La continuité de histoire dynastique.

Ayant ainsi, par le fil conducteur d’une mèche lente allumée à Chongqing à l’automne 2011, devenue à partir de mars 2012 en cordeau détonnant aux effets dévastateurs, décrit quelques travers préoccupants du régime allant de la corruption endémique au secret, en passant par le poids des groupes d’influence dont la girouette s’oriente toujours au gré de leurs intérêts tantôt conservateurs, tantôt réformistes, les auteurs se sont aussi appliqués à relier les péripéties qu’ils racontent à l’histoire ancestrale de la Chine.

Comme si, en dépit de la rupture révolutionnaire, ils voulaient montrer la continuité de l’esprit dynastique, considérant les communistes ploutocrates comme un système de pouvoir dont le style impérial serait renforcé par les habitudes de secret et les féroces luttes de clans adverses à chaque Congrès. Tout au long de la lecture plusieurs exemples établissent ce lien avec la vieille histoire dont l’oligarchie raffole, y voyant peut-être le moyen de consolider par la longue histoire une légitimité populaire fragile.

Le mythe du guerrier et le destin des Kuli.

Dès les premières pages nous voilà face à Gengis Khan, modèle de Wang Lijun traduction chinoise de Ünen Bayatar qui signifie « héros authentique » en Mongol. Dans l’ouvrage, le préfet de police de Chongqing Wang renvoie aussi à la figure des « Kulis » - 酷 吏 - ces « exécuteurs de basses œuvres », tyrans étroitement associés aux rois et aux dirigeants despotiques, mais toujours écartés par leur maîtres quand ils devinrent un handicap, souvent persécutés par d’autres « Kulis » plus puissants qu’eux.

Page 109, on lit ceci « Les empereurs ont été déposés et le régime monarchique a été aboli il y a cent ans, mais le système totalitaire est resté le même. Les responsables communistes tels que Bo Xilai, gouvernent comme des empereurs. Il n’est pas surprenant que les « Kulis » continuent à prospérer et à mal finir ».
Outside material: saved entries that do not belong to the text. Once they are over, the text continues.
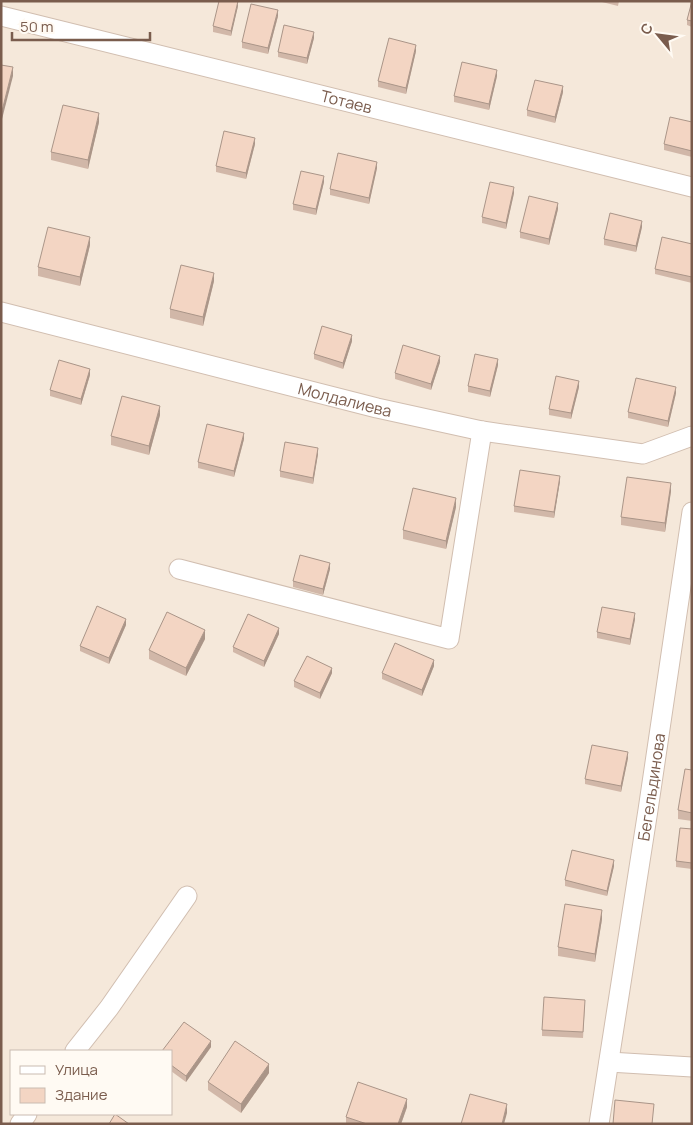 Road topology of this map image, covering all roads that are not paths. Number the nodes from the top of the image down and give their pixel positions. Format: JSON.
{"nodes":[{"id":1,"x":1,"y":16,"type":"edge"},
{"id":2,"x":692,"y":187,"type":"edge"},
{"id":3,"x":1,"y":312,"type":"edge"},
{"id":4,"x":482,"y":431,"type":"junction"},
{"id":5,"x":692,"y":436,"type":"edge"},
{"id":6,"x":692,"y":512,"type":"edge"},
{"id":7,"x":179,"y":569,"type":"dead end"},
{"id":8,"x":187,"y":896,"type":"dead end"},
{"id":9,"x":76,"y":1050,"type":"edge"},
{"id":10,"x":609,"y":1062,"type":"junction"},
{"id":11,"x":692,"y":1067,"type":"edge"},
{"id":12,"x":599,"y":1124,"type":"edge"}],
"edges":[{"from":1,"to":2,"type":"street","name":"Тотаев"},
{"from":3,"to":4,"type":"street","name":"Молдалиева"},
{"from":4,"to":5,"type":"street","name":"Молдалиева"},
{"from":4,"to":7,"type":"street"},
{"from":6,"to":10,"type":"street","name":"Бегельдинова"},
{"from":8,"to":9,"type":"street"},
{"from":10,"to":11,"type":"street"},
{"from":10,"to":12,"type":"street","name":"Бегельдинова"}]} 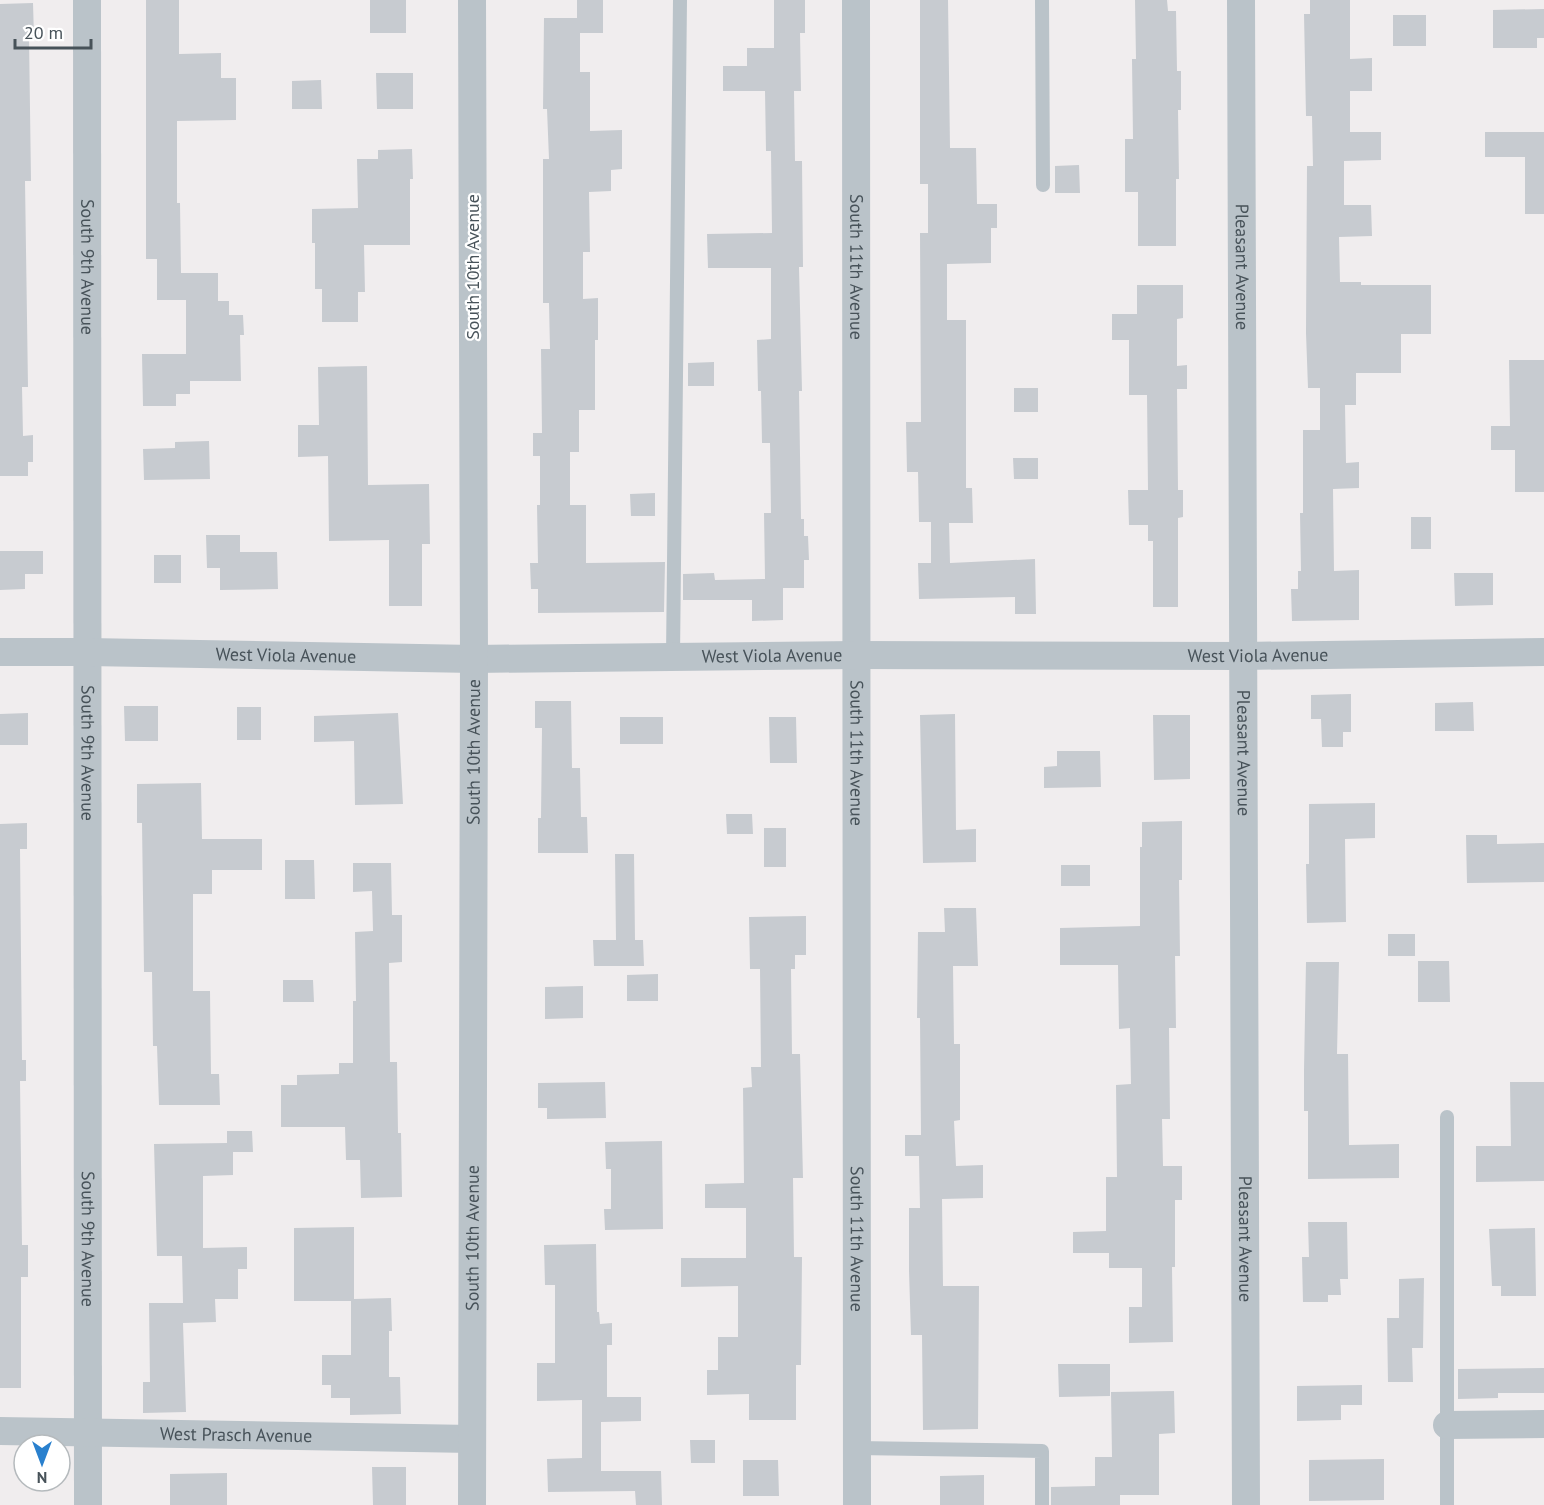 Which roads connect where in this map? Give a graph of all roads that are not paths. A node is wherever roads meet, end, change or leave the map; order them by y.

L’utopie d’une justice indépendante.

Une autre référence historique plus édifiante, mais qui renvoie à la quête de légitimité de l’appareil judiciaire, est celle de Hefei, capitale de l’Anhui, province d’origine de Hu Jintao, où se déroula procès de Gu Kailai. C’est en effet à Hefei que, sous les Song, vivait il y a plus de mille ans un juge illustre du nom de Bao Zheng, représenté dans l’opéra chinois par un masque noir, symbolisant « la rage » de la justice qui faisait couper les têtes des corrompus et des malfrats.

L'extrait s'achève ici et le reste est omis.